Sweetpea seeds are either early, mid or late flowering. It’s important to choose your sweetpeas to suit your climate as well as the season you intend to sow them. All seeds can be sown in autumn or spring, but different varieties are bred to suit early or later flowering based on the hours of daylight available.
- Very early flowering varieties require only 10 hours of daylight per day to flower.
- Solstice varieties flower in winter, but you can plant right through winter into spring.
- Multiflora is an early flowering variety that’s popular for cut flowers and good for warm climates.
- Early flowering varieties need at least 11 hours of daylight to flower.
- Mammoth has large flowers and is suitable for warm climates. These will flower for long periods provided you cut the flowers regularly.
- Streamers varieties produce large, showy flowers streaked with white.
- Late flowering seeds require 12 hours or more of daylight daily.
- Spencer has large, frilly flowers with a gorgeous scent. These are a favorite in England so they are good for temperate climates.
- Dwarf varieties are perfect for containers and hanging baskets, as they do not have large, trailing stems. They do not require support so can be grown without a trellis.
- Perennial sweet peas. All the varieties above are annuals but Lathyrus latifolius, the Everlasting Sweetpea, produces white flowers year after year. Just be careful to mark these with a label after flowering so they don’t get dug up by accident. Usually, these have no scent but the white flowers add a really distinctive look to a vase of colored blooms.
7 tips for successful growing
- Soak seeds in water for 24 hours before you plant. The seeds should swell noticeably. Scarifying can also help improve germination; this means gently rubbing the outside of the seed with fine sandpaper, at the point where the root emerges, just before you plant it. Both pre-soaking seeds and scarification are not essential but can help improve germination. Once seedlings sprout, keep the soil moist and water the pot or ground whenever the soil looks dry.
- Prepare the beds properly. Sweetpeas have very deep roots, so make sure you dig a trench at least 60cm deep so that no weeds with long roots can compete with them. Choose a site with as much sunlight as possible, good drainage, and excellent soil. Add a layer of compost and aged manure into the trench before you sow the seeds and mix it in well.

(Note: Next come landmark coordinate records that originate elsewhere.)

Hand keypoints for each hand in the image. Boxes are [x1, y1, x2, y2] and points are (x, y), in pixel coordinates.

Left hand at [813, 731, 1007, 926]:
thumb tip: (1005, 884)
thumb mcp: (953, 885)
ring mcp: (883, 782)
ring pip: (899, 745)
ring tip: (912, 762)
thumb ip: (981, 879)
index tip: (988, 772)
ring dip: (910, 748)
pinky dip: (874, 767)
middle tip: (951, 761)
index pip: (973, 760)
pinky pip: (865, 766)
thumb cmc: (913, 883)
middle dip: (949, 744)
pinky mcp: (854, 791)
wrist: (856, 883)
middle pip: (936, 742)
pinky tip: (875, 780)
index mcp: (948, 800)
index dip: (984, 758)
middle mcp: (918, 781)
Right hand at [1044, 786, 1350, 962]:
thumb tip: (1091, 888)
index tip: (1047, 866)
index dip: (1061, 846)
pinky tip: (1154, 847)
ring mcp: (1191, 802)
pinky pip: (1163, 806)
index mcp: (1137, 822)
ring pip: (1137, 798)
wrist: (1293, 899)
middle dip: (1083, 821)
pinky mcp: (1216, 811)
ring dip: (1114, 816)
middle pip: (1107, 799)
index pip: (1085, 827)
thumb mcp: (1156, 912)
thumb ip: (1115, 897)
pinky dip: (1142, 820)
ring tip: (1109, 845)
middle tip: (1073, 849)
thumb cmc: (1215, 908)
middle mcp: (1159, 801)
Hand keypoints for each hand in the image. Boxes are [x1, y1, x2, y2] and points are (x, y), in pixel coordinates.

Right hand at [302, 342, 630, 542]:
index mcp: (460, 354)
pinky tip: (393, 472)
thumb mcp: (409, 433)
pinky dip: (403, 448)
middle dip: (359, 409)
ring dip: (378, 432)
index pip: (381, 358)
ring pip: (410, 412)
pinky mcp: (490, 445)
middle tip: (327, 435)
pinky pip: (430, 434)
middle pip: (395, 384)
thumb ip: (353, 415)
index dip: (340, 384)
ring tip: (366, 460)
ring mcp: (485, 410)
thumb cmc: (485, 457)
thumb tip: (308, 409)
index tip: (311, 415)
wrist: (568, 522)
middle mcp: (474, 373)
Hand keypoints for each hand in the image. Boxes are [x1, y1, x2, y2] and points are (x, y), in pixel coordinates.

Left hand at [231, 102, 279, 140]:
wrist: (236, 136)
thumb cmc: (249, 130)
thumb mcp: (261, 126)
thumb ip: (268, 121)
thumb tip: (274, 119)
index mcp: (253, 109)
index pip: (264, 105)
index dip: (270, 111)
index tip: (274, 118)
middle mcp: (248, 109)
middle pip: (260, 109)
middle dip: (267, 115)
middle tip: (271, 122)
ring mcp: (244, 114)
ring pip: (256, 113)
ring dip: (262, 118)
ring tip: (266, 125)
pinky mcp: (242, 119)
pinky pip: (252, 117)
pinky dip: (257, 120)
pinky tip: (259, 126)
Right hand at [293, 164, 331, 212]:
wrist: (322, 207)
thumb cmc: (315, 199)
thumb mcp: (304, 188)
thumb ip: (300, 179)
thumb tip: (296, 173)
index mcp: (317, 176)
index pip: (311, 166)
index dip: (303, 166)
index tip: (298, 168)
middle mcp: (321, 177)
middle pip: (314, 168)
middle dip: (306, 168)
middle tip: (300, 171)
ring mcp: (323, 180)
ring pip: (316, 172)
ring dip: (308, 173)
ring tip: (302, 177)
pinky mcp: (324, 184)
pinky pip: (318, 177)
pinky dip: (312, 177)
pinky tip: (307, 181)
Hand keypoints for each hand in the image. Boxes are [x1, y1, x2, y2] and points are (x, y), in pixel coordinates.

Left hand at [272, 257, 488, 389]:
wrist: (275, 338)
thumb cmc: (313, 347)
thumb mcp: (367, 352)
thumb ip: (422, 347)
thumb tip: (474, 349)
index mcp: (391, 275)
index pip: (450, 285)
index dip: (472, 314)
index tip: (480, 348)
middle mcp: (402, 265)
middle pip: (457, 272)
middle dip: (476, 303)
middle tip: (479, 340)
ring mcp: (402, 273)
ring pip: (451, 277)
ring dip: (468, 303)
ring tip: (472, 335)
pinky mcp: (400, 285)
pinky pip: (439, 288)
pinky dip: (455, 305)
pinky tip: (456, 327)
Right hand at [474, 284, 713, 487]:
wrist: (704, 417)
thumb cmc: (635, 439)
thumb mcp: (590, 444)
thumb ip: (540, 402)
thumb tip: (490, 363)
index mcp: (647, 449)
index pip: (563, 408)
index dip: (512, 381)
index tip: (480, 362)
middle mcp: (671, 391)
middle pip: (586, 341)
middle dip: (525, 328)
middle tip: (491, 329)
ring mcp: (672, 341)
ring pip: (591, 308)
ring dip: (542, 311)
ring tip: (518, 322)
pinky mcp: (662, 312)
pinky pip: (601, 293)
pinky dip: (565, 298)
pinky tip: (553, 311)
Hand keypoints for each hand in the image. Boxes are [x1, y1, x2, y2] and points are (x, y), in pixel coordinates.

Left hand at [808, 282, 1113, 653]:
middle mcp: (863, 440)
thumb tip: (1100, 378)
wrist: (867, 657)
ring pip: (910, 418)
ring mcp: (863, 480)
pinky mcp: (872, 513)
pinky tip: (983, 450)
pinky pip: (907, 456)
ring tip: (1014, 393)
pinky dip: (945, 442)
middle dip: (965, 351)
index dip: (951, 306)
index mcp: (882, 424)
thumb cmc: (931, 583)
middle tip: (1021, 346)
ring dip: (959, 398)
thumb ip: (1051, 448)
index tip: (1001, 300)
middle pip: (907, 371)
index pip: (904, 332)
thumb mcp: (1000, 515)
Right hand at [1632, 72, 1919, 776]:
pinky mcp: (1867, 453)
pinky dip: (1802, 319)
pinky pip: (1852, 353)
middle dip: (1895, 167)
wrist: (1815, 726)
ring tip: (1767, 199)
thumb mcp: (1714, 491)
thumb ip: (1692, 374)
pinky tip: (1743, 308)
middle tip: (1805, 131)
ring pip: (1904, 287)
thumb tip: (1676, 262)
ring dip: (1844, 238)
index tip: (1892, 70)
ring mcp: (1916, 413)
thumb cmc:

- Get the soil PH right! Sweetpeas are unforgiving if the soil pH is acidic or poor. A pH of 7-8 is perfect; add lime or dolomite to ‘sweeten’ acidic soil to make it more suitable. 100g per square meter spread by hand and then watered in is usually enough.
- Sow seeds 25mm deep at 15cm intervals. The spacing is important because growing seeds too closely together causes leaf mildew, so give them the recommended space. Generally, sweetpea seeds are sown direct in the garden, but it’s possible to start them indoors in pots while you wait for your soil to cool in autumn. Soil temperatures from 13-18°C are suitable for germination. Adding a mulch after planting will ensure that the soil is cooler, which aids germination and is highly recommended for warm climates.
- Pinch out seedlings when they reach 10-15cm. Just cut or pinch off the central growing tip, leaving 2-3 sets of leaves. This encourages the plant to branch sideways, resulting in more stems. This means you can pick more flowers on all those sideways stems. Who doesn’t want more of these gorgeous flowers?
- Provide support. A tripod or bamboo trellis is perfect, or train them up a fence in a sunny position. Sweetpea tendrils seek out anything to connect to! Traditionally farmers used ‘Pea sticks’, which are stakes from other branches cut to size but small enough for the tendrils to grip. You can guide the tendrils around the support too in the early stages. Children love helping! Don’t tie too tightly or the tie can dig into the stem as the plant grows.
- Pick flowers often. The more you pick, the more they grow! If you leave flowers on the stems the plant will try to go to seed, so even if you’re not picking flowers for the vase, deadheading is important. For cut flowers, pick stems when there are at least two unopened buds at the tip.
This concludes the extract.